● Activity: The response should consist of the records that follow, repeated exactly.

● Extracted material:
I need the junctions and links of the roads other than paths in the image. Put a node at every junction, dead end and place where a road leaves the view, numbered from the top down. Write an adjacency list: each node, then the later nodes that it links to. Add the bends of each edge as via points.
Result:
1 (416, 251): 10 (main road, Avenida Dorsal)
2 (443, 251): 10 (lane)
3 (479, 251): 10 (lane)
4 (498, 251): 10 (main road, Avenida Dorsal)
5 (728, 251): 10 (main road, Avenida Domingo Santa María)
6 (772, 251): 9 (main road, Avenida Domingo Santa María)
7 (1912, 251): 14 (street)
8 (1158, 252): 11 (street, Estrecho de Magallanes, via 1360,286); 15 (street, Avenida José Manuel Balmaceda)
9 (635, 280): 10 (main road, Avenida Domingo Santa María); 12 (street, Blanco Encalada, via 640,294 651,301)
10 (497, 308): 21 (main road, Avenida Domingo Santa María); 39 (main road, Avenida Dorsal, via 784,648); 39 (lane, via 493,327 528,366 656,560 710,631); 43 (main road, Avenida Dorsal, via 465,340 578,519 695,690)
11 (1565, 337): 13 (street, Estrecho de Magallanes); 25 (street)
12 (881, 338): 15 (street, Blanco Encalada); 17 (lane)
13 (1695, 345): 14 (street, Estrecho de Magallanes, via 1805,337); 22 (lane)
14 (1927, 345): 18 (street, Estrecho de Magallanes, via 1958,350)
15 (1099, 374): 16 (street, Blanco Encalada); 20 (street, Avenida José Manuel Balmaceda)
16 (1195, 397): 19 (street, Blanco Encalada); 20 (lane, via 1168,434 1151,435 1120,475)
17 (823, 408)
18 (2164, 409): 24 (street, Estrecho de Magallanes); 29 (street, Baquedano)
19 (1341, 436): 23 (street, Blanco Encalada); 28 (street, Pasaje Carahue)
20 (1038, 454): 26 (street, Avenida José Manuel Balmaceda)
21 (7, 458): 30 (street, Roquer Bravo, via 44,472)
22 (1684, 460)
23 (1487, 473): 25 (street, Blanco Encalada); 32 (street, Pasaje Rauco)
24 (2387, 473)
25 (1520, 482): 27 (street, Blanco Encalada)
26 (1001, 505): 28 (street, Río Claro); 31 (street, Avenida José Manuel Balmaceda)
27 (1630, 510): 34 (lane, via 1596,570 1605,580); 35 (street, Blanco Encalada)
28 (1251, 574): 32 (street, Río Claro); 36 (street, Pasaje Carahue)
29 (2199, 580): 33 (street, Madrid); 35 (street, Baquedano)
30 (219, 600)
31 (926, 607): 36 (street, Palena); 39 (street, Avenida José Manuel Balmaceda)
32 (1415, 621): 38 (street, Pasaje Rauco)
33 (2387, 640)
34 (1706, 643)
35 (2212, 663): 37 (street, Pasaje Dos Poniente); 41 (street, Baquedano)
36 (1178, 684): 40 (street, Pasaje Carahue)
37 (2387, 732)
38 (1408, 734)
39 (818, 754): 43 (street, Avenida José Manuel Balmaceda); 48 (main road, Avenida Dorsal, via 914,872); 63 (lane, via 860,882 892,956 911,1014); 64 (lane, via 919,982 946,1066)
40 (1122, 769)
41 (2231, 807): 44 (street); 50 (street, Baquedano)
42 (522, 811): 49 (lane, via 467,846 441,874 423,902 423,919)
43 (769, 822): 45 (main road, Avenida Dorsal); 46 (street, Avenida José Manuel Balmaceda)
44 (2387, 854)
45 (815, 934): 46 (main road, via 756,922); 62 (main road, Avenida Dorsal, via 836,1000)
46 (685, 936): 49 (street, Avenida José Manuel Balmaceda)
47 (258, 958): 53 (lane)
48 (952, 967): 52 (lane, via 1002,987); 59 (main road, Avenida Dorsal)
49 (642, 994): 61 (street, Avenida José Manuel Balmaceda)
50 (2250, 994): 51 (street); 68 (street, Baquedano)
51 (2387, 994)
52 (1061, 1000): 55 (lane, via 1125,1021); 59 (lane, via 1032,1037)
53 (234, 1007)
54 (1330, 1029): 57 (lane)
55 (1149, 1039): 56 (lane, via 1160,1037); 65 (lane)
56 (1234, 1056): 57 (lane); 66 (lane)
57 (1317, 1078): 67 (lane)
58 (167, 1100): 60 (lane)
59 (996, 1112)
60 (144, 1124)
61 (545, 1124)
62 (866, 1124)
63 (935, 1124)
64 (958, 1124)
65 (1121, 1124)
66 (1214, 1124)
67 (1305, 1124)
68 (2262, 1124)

● Exercise solution:
I need the junctions and links of the roads other than paths in the image. Put a node at every junction, dead end and place where a road leaves the view, numbered from the top down. Write an adjacency list: each node, then the later nodes that it links to. Add the bends of each edge as via points.
Result:
1 (416, 251): 10 (main road, Avenida Dorsal)
2 (443, 251): 10 (lane)
3 (479, 251): 10 (lane)
4 (498, 251): 10 (main road, Avenida Dorsal)
5 (728, 251): 10 (main road, Avenida Domingo Santa María)
6 (772, 251): 9 (main road, Avenida Domingo Santa María)
7 (1912, 251): 14 (street)
8 (1158, 252): 11 (street, Estrecho de Magallanes, via 1360,286); 15 (street, Avenida José Manuel Balmaceda)
9 (635, 280): 10 (main road, Avenida Domingo Santa María); 12 (street, Blanco Encalada, via 640,294 651,301)
10 (497, 308): 21 (main road, Avenida Domingo Santa María); 39 (main road, Avenida Dorsal, via 784,648); 39 (lane, via 493,327 528,366 656,560 710,631); 43 (main road, Avenida Dorsal, via 465,340 578,519 695,690)
11 (1565, 337): 13 (street, Estrecho de Magallanes); 25 (street)
12 (881, 338): 15 (street, Blanco Encalada); 17 (lane)
13 (1695, 345): 14 (street, Estrecho de Magallanes, via 1805,337); 22 (lane)
14 (1927, 345): 18 (street, Estrecho de Magallanes, via 1958,350)
15 (1099, 374): 16 (street, Blanco Encalada); 20 (street, Avenida José Manuel Balmaceda)
16 (1195, 397): 19 (street, Blanco Encalada); 20 (lane, via 1168,434 1151,435 1120,475)
17 (823, 408)
18 (2164, 409): 24 (street, Estrecho de Magallanes); 29 (street, Baquedano)
19 (1341, 436): 23 (street, Blanco Encalada); 28 (street, Pasaje Carahue)
20 (1038, 454): 26 (street, Avenida José Manuel Balmaceda)
21 (7, 458): 30 (street, Roquer Bravo, via 44,472)
22 (1684, 460)
23 (1487, 473): 25 (street, Blanco Encalada); 32 (street, Pasaje Rauco)
24 (2387, 473)
25 (1520, 482): 27 (street, Blanco Encalada)
26 (1001, 505): 28 (street, Río Claro); 31 (street, Avenida José Manuel Balmaceda)
27 (1630, 510): 34 (lane, via 1596,570 1605,580); 35 (street, Blanco Encalada)
28 (1251, 574): 32 (street, Río Claro); 36 (street, Pasaje Carahue)
29 (2199, 580): 33 (street, Madrid); 35 (street, Baquedano)
30 (219, 600)
31 (926, 607): 36 (street, Palena); 39 (street, Avenida José Manuel Balmaceda)
32 (1415, 621): 38 (street, Pasaje Rauco)
33 (2387, 640)
34 (1706, 643)
35 (2212, 663): 37 (street, Pasaje Dos Poniente); 41 (street, Baquedano)
36 (1178, 684): 40 (street, Pasaje Carahue)
37 (2387, 732)
38 (1408, 734)
39 (818, 754): 43 (street, Avenida José Manuel Balmaceda); 48 (main road, Avenida Dorsal, via 914,872); 63 (lane, via 860,882 892,956 911,1014); 64 (lane, via 919,982 946,1066)
40 (1122, 769)
41 (2231, 807): 44 (street); 50 (street, Baquedano)
42 (522, 811): 49 (lane, via 467,846 441,874 423,902 423,919)
43 (769, 822): 45 (main road, Avenida Dorsal); 46 (street, Avenida José Manuel Balmaceda)
44 (2387, 854)
45 (815, 934): 46 (main road, via 756,922); 62 (main road, Avenida Dorsal, via 836,1000)
46 (685, 936): 49 (street, Avenida José Manuel Balmaceda)
47 (258, 958): 53 (lane)
48 (952, 967): 52 (lane, via 1002,987); 59 (main road, Avenida Dorsal)
49 (642, 994): 61 (street, Avenida José Manuel Balmaceda)
50 (2250, 994): 51 (street); 68 (street, Baquedano)
51 (2387, 994)
52 (1061, 1000): 55 (lane, via 1125,1021); 59 (lane, via 1032,1037)
53 (234, 1007)
54 (1330, 1029): 57 (lane)
55 (1149, 1039): 56 (lane, via 1160,1037); 65 (lane)
56 (1234, 1056): 57 (lane); 66 (lane)
57 (1317, 1078): 67 (lane)
58 (167, 1100): 60 (lane)
59 (996, 1112)
60 (144, 1124)
61 (545, 1124)
62 (866, 1124)
63 (935, 1124)
64 (958, 1124)
65 (1121, 1124)
66 (1214, 1124)
67 (1305, 1124)
68 (2262, 1124)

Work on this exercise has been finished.